Exercise:
Line by line, return the listing exactly, without any of the images.

------ Dataset content

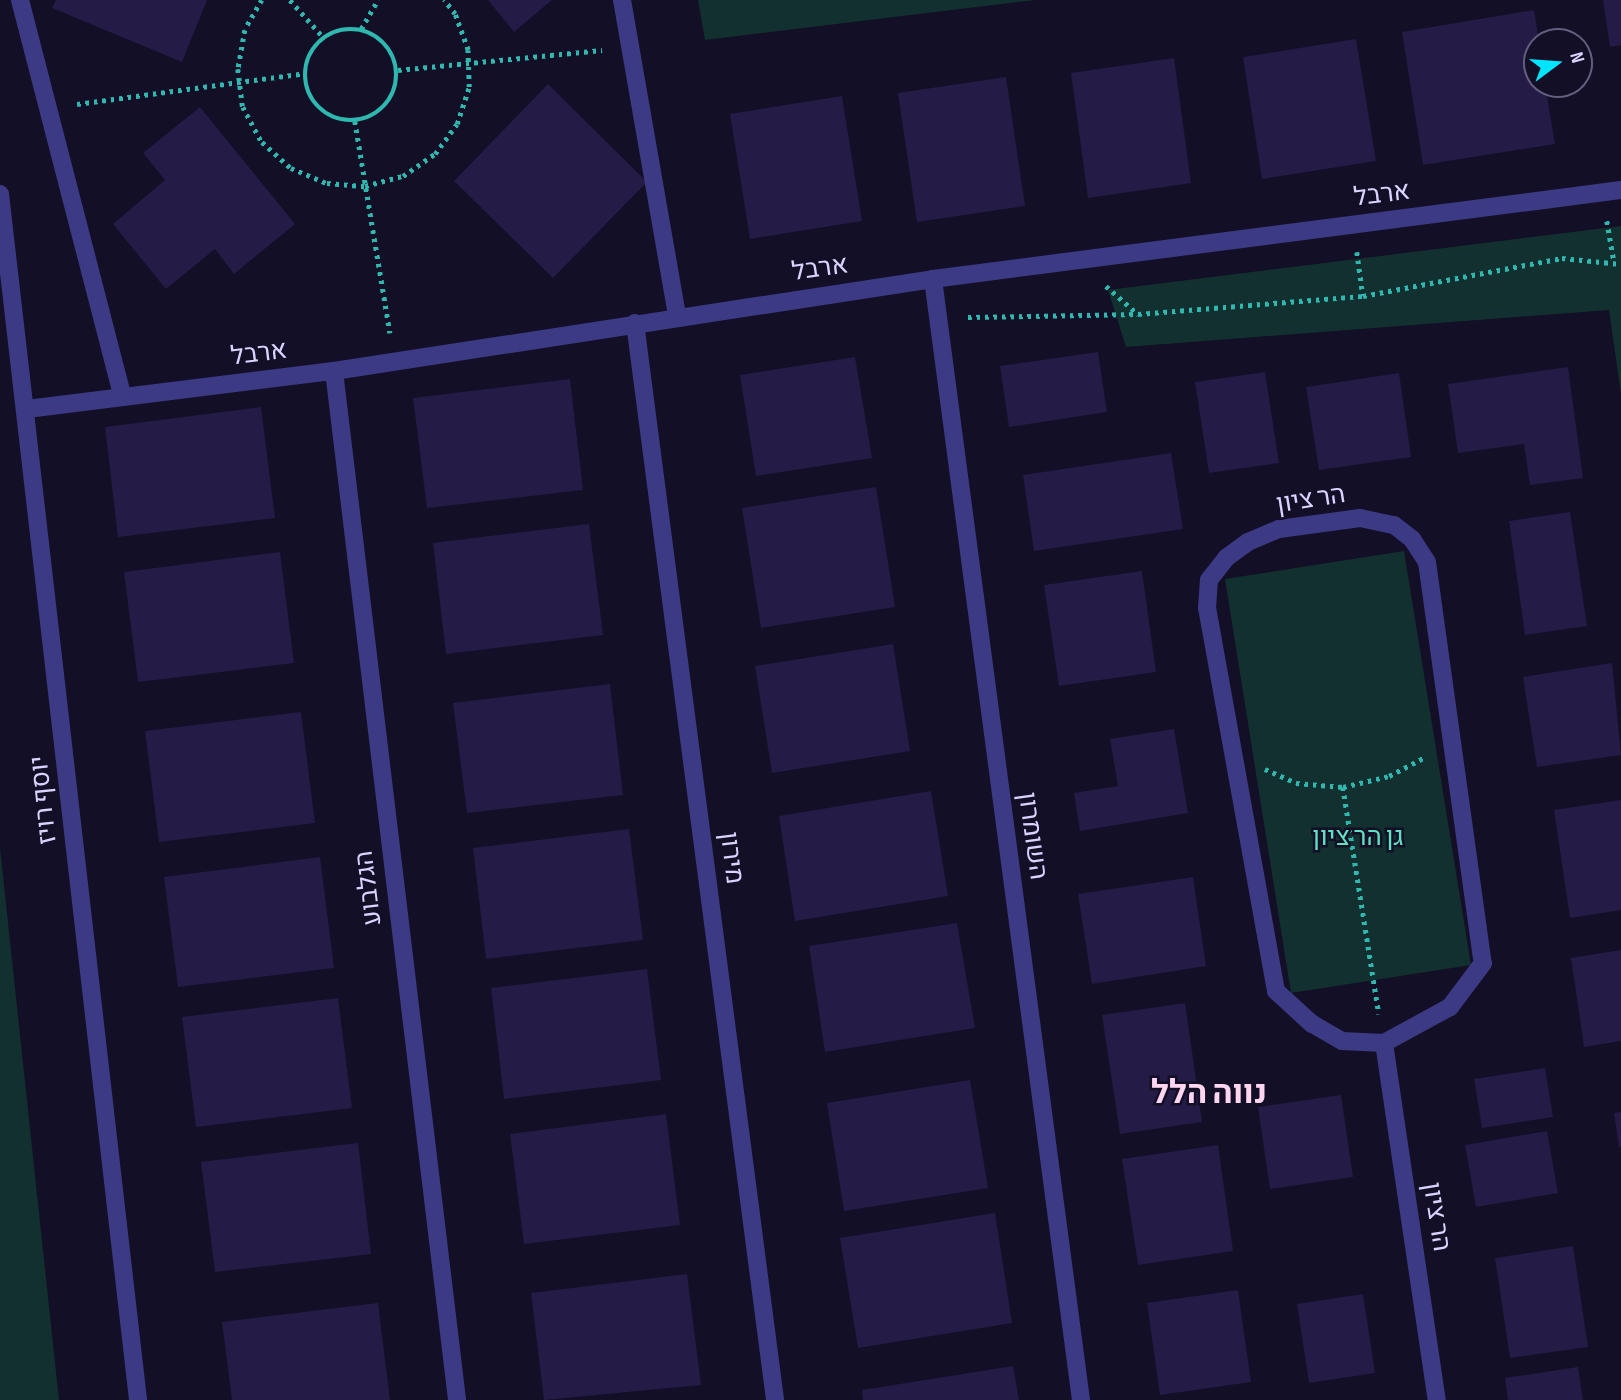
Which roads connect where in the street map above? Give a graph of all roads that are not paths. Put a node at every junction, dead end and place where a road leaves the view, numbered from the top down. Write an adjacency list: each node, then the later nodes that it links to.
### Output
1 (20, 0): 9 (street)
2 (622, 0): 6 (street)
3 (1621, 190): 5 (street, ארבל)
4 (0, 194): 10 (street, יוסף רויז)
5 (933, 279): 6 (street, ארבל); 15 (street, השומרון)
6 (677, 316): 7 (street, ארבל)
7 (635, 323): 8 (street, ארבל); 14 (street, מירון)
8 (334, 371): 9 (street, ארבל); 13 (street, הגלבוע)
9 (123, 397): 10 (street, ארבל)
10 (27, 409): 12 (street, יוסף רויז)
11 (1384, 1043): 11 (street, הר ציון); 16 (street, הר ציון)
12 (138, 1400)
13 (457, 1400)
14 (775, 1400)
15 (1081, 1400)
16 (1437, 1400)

------------

Solution for this task:
Which roads connect where in the street map above? Give a graph of all roads that are not paths. Put a node at every junction, dead end and place where a road leaves the view, numbered from the top down. Write an adjacency list: each node, then the later nodes that it links to.
### Output
1 (20, 0): 9 (street)
2 (622, 0): 6 (street)
3 (1621, 190): 5 (street, ארבל)
4 (0, 194): 10 (street, יוסף רויז)
5 (933, 279): 6 (street, ארבל); 15 (street, השומרון)
6 (677, 316): 7 (street, ארבל)
7 (635, 323): 8 (street, ארבל); 14 (street, מירון)
8 (334, 371): 9 (street, ארבל); 13 (street, הגלבוע)
9 (123, 397): 10 (street, ארבל)
10 (27, 409): 12 (street, יוסף רויז)
11 (1384, 1043): 11 (street, הר ציון); 16 (street, הר ציון)
12 (138, 1400)
13 (457, 1400)
14 (775, 1400)
15 (1081, 1400)
16 (1437, 1400)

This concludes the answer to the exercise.